- **TASK GOAL**: Would you please copy each line below that includes the string "船引大越小野線"?

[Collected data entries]

-.-.-

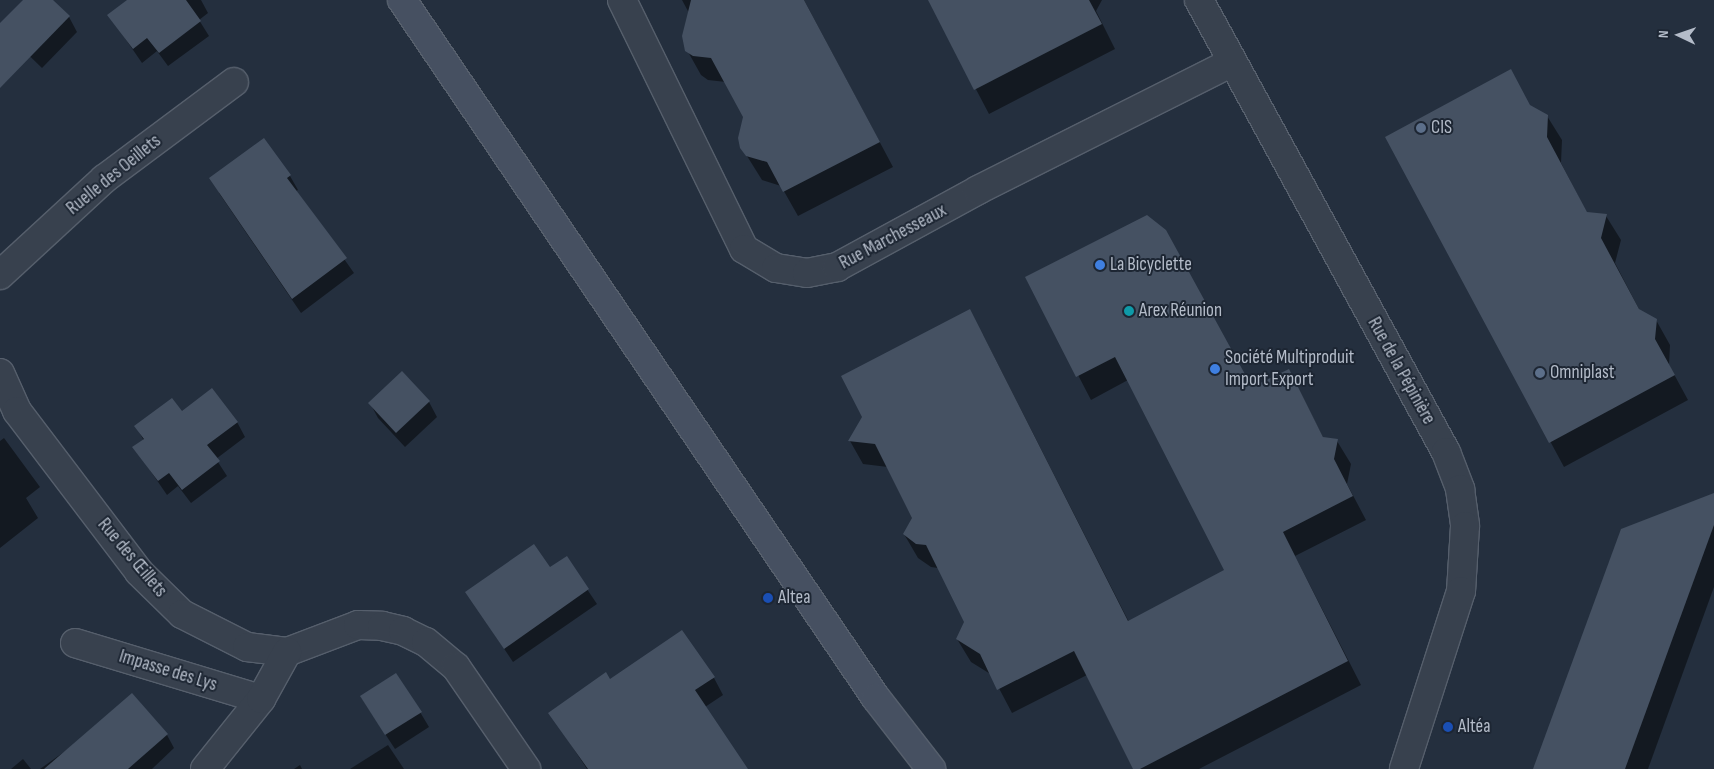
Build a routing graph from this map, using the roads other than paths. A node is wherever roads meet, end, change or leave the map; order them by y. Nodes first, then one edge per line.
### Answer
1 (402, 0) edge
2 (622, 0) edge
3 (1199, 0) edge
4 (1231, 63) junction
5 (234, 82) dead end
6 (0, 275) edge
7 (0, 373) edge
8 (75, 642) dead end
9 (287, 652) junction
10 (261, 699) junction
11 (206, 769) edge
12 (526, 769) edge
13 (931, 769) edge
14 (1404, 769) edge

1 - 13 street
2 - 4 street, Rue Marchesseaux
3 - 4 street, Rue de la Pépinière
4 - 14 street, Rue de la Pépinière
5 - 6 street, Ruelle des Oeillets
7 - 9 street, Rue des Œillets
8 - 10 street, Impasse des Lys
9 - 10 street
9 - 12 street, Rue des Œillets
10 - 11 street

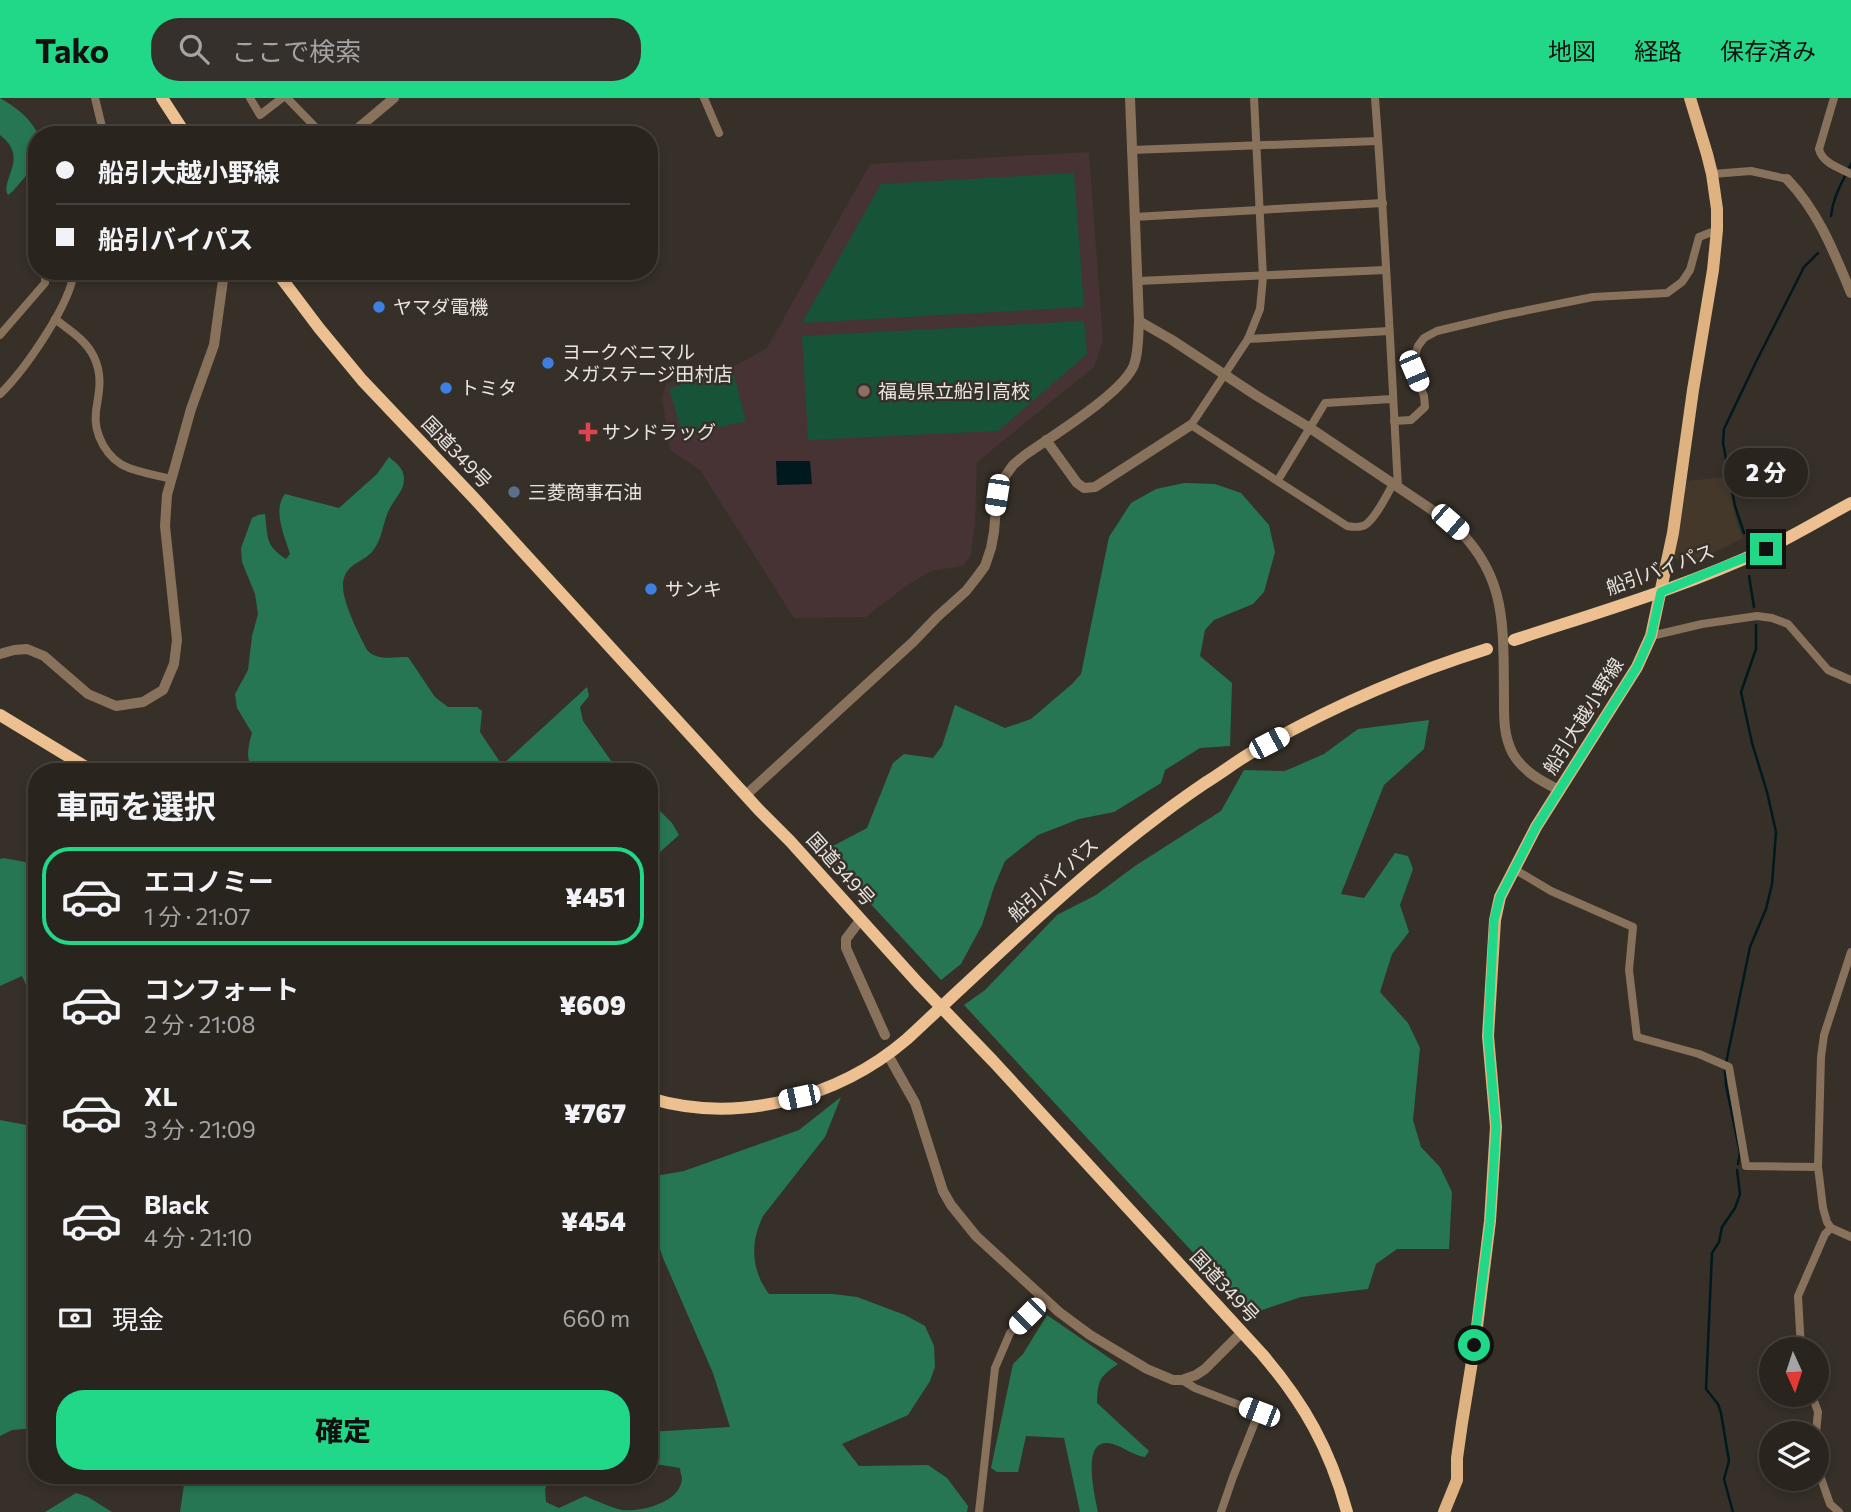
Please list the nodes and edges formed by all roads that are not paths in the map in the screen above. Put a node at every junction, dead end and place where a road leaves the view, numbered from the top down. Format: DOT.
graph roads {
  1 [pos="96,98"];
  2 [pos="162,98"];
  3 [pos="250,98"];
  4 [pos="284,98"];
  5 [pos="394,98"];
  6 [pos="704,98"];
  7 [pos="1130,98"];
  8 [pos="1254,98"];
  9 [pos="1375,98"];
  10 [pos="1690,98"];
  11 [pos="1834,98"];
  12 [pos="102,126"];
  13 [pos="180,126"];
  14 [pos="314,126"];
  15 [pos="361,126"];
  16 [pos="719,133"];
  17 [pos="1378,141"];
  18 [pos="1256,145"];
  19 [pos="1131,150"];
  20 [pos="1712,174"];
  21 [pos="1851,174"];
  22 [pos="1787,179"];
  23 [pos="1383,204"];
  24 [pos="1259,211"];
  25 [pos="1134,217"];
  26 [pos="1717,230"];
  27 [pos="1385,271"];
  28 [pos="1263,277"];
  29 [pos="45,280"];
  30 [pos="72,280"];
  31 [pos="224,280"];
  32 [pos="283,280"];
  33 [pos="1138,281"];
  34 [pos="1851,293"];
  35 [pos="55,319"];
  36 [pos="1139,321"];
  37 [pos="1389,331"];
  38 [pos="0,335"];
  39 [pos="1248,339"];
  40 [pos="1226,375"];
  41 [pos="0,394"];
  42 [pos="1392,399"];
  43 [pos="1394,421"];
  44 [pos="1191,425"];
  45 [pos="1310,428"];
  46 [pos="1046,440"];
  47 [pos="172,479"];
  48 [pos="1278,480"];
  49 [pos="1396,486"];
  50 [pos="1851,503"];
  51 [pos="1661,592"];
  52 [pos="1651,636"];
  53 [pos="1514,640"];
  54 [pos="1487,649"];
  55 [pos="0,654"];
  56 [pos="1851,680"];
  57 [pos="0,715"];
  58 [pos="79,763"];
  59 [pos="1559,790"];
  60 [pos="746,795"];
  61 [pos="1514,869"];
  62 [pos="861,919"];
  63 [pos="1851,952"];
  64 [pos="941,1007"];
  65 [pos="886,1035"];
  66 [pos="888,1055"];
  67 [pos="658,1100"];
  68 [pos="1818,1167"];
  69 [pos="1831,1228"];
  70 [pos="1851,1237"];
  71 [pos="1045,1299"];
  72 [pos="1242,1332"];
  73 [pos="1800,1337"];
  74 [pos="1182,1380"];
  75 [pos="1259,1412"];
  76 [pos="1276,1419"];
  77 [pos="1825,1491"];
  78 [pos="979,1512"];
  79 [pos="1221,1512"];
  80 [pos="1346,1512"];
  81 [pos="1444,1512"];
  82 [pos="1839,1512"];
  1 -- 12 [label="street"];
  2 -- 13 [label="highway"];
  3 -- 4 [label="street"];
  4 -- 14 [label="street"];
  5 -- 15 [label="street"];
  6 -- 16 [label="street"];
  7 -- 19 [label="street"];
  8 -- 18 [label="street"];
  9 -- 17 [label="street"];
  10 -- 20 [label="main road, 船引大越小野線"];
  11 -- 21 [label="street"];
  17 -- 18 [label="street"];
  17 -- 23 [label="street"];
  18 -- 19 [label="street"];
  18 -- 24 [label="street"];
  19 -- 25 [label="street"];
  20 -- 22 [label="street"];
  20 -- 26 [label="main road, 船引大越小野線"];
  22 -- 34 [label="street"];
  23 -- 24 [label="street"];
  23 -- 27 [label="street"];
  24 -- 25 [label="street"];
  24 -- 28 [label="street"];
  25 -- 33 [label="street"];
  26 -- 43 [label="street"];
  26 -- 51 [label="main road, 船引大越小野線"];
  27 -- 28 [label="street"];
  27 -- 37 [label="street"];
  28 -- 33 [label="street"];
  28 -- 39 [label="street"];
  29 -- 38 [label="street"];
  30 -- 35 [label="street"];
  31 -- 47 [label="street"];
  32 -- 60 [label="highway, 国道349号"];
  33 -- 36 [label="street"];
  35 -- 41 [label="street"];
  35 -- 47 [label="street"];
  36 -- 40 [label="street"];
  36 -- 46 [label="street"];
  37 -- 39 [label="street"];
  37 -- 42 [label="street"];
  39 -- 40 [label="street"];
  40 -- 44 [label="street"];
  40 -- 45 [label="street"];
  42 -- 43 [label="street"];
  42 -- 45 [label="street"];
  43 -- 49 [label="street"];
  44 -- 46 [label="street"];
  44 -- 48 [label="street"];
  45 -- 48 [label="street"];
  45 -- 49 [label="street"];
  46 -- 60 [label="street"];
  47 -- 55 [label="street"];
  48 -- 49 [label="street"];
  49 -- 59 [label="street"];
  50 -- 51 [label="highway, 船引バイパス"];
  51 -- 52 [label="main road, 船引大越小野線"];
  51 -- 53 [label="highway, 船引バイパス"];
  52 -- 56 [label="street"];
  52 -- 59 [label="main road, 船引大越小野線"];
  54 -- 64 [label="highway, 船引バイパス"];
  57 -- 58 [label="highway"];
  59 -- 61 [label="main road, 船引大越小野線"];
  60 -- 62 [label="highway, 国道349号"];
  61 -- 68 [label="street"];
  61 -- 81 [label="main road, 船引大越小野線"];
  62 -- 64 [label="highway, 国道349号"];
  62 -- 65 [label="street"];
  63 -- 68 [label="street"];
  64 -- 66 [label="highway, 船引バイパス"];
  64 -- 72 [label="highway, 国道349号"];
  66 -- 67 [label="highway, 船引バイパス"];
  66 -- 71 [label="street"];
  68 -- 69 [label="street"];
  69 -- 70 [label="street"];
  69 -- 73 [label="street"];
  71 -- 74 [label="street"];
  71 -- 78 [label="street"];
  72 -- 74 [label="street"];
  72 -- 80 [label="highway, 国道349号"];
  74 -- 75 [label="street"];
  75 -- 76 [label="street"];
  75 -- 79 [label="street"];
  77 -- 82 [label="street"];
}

-.-.-

- **YOUR RESPONSE**:
  10 -- 20 [label="main road, 船引大越小野線"];
  20 -- 26 [label="main road, 船引大越小野線"];
  26 -- 51 [label="main road, 船引大越小野線"];
  51 -- 52 [label="main road, 船引大越小野線"];
  52 -- 59 [label="main road, 船引大越小野線"];
  59 -- 61 [label="main road, 船引大越小野線"];
  61 -- 81 [label="main road, 船引大越小野線"];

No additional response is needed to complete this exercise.